Cet article de Pierre Georges a paru initialement dans Le Monde du 10 novembre 1988.
Il est centenaire depuis dimanche, aveugle depuis deux ans, poète depuis toujours. Et ce vieil homme, en son enfermement pathétique et grandiose, les yeux pleins de larmes, déclame comme pour lui-même une œuvre inachevée : « Dans la tranchée, un homme s’est dressé et de son clairon cabossé a joué un air étrange que personne ne connaissait plus. C’était le cessez-le-feu, le cessez-la-mort. »
Fernand Mouquin, cavalier démonté, dragon des tranchées, n’était plus là, tout à sa mémoire, elle aussi cabossée, du 11 novembre 1918, quelque part en Argonne, quelque part en ses souvenirs : « Les Américains montaient au front, nous en descendions. Et ils riaient. Et ils nous criaient avec leur délicieux accent : “Fini la guerre ! fini la guerre !” »

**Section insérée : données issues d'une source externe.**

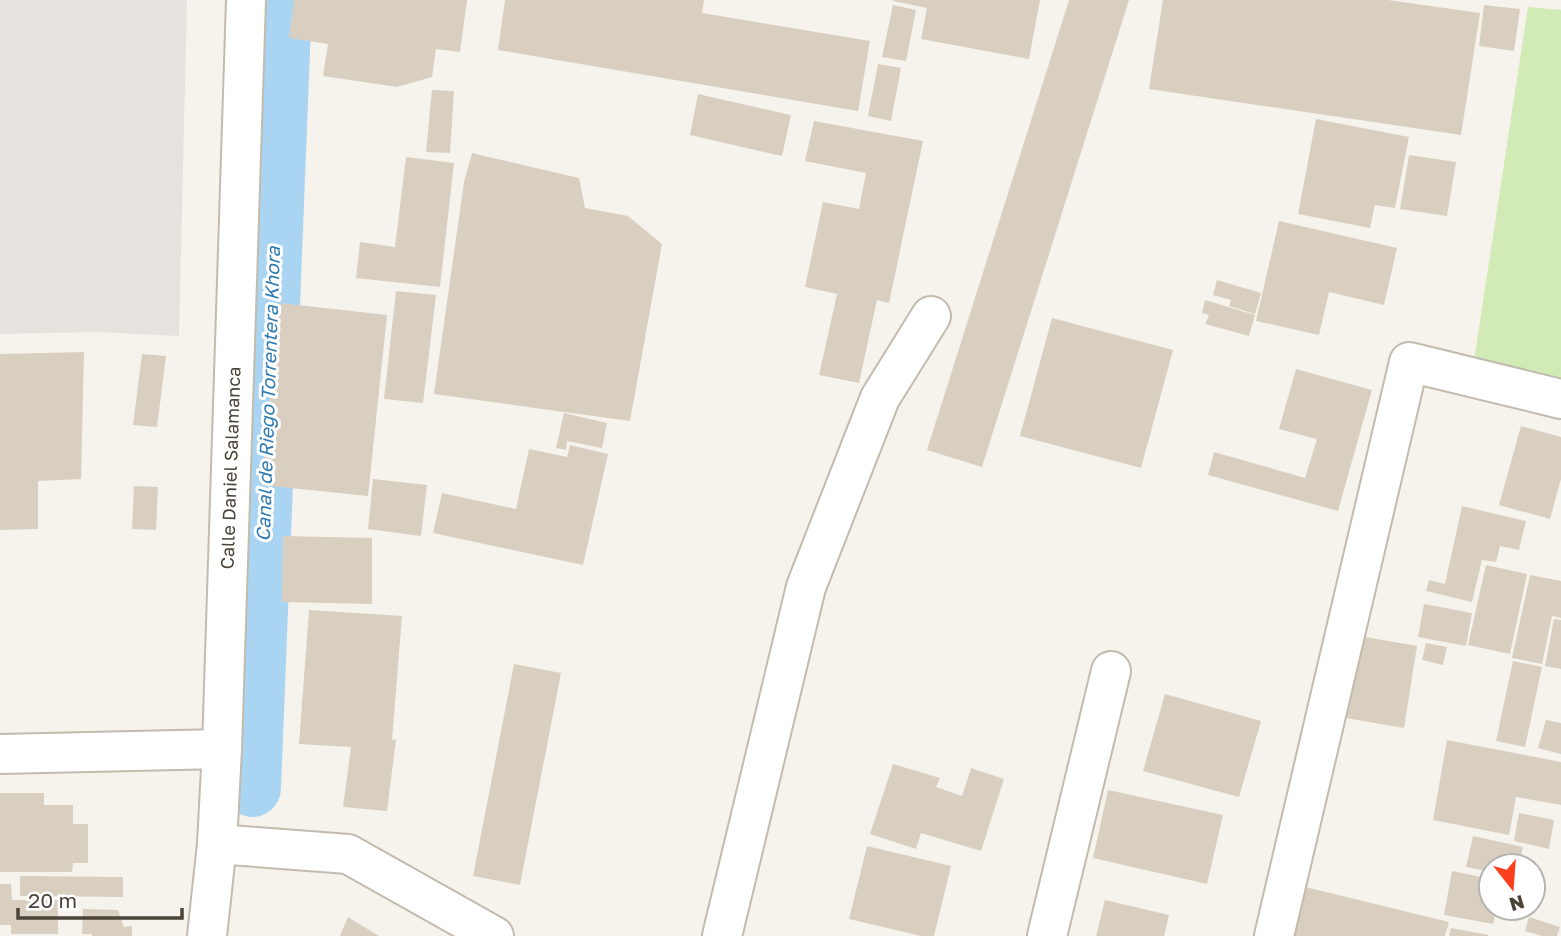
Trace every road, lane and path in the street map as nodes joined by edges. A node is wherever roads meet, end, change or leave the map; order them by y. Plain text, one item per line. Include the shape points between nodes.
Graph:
1 (246, 0) edge
2 (931, 316) dead end
3 (1561, 399) edge
4 (1111, 671) dead end
5 (222, 749) junction
6 (0, 754) edge
7 (217, 844) junction
8 (207, 936) edge
9 (494, 936) edge
10 (722, 936) edge
11 (1047, 936) edge
12 (1274, 936) edge

1 - 5 street, Calle Daniel Salamanca
2 - 10 street via 880,398 806,587
3 - 12 street via 1409,362
4 - 11 street
5 - 6 street
5 - 7 street, Calle Daniel Salamanca
7 - 8 street, Calle Daniel Salamanca
7 - 9 street via 348,854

Soixante-dix ans qu’elle est finie, la guerre de Fernand Mouquin, né avec la tour Eiffel, l’« année des trois 8 », 1888. Et soixante-dix ans qu’elle n’est pas finie, parce qu’il ne peut avoir pour lui de fin, ce grand écart sanglant et glorieux entre deux siècles.
Et parce qu’aussi ce combat contre l’oubli, suprême outrage des temps et des hommes, ne cessera que faute d’anciens combattants. Ils sont encore trente-cinq mille en France à mériter toujours ce titre étrange et fantastique de poilu, arrière-garde chenue de l’épopée. Trente-cinq mille à ne point définitivement ruiner la patrie reconnaissante qui leur verse, royalement, une pension de 2 125,20 francs l’an.
Menteur pudique
Le poilu Alfred Pelger est un sacré gaillard. Quatre-vingt-treize ans bientôt, toujours la nostalgie coquine des « poulettes » et une sainte horreur du progrès, symbolisé par cette machine à vendanger dont le bruit, ce soir-là, l’exaspère. A croire que, dans l’ordre des calamités, l’engin arrive immédiatement derrière les Prussiens.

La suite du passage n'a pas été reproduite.